Kelly’s quest for answers led the Crown - Freeman family to establish The Dysautonomia Project, a not for profit 501(c)(3) organization.
Nate Freeman, President
Nate Freeman is a co-founder of both The Dysautonomia Project and his company Network People. He holds a bachelor of science from Willamette University, and enjoys learning about new organizations and their success stories. Nate holds a strong desire for educating the medical community about Dysautonomia because his wife, Kelly Freeman, is a Dysautonomia patient. After watching his wife, and his family struggle for so long to find an answer, Nate knew he had to create something to raise awareness and education in his own community. With the help of his wife, The Dysautonomia Project was born.

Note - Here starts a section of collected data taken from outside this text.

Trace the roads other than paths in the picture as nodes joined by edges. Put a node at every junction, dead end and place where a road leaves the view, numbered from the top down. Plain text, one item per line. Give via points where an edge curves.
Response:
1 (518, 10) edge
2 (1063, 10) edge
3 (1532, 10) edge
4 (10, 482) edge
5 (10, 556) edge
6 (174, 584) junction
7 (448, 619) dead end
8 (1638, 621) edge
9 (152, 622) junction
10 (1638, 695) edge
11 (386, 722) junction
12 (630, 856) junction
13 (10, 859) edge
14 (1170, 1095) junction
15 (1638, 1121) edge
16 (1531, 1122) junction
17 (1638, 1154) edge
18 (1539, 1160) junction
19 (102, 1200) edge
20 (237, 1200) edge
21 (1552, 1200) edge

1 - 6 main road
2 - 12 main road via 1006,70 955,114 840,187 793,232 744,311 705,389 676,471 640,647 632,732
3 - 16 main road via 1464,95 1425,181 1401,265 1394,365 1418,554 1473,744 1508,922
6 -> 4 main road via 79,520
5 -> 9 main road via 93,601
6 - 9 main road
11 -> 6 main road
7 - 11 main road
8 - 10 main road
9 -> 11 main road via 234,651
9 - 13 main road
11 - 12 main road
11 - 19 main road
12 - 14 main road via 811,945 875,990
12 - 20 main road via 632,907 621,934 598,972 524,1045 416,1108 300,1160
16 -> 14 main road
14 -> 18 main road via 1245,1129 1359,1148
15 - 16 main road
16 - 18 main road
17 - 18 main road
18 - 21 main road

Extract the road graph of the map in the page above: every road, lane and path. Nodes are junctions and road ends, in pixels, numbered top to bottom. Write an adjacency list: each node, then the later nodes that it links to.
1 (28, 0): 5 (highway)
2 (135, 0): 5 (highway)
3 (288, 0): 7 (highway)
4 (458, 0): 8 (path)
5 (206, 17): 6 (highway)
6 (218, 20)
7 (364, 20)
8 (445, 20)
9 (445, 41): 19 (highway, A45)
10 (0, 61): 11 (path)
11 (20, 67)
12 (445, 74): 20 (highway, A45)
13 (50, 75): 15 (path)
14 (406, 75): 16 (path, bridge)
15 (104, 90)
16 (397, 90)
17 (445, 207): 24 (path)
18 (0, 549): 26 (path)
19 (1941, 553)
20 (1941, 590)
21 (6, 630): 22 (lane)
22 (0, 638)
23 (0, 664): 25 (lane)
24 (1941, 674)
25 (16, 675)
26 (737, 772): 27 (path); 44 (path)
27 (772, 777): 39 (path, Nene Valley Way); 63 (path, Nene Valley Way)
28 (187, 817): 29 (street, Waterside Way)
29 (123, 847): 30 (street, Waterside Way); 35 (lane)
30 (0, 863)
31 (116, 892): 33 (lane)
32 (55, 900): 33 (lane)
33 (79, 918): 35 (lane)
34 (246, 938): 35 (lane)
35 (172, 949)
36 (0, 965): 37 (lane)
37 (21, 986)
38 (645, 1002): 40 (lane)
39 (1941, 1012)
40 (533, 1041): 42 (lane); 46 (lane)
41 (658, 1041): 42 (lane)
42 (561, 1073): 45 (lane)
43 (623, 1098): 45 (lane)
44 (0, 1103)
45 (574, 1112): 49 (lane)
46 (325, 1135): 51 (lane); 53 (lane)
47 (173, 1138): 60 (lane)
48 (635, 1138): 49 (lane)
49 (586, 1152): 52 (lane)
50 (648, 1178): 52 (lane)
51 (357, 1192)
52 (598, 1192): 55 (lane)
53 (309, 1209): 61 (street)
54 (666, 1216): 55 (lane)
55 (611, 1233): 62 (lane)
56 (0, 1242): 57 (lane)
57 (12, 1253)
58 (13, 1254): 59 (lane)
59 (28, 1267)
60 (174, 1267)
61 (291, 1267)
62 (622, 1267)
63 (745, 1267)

Nate enjoys teaching, whether it is leading a class on how to do better IT or teaching children at Sunday school. Because of his love for teaching, The Dysautonomia Project is the perfect avenue for Nate to provide his vision and leadership to medical professionals on the community level.
Kelly Freeman, Founding Director
Kelly Freeman, the Founding Director of The Dysautonomia Project and co-author of The Dysautonomia Project Book, holds an objective in line with TDP’s. Kelly, a dysautonomia patient herself, aims to transform the care of patients with dysautonomia through the education of physicians, patients, and community leaders with the mission of speeding time to diagnosis, proper assessment, and treatment of patients in community based clinics and hospital settings around the world.
After realizing that medical professionals in her own community were lacking knowledge about dysautonomia, Kelly set out to create awareness and education on the community level. This is when The Dysautonomia Project was born. What started as a small vision in May of 2014, has now grown into a large mission to educate our community-based medical professionals and reduce diagnosis time from 6 years to just 15 minutes. Through the distribution of The Dysautonomia Project Book and participation in various community educational events, Kelly Freeman is changing how doctors approach autonomic disorders each and every day.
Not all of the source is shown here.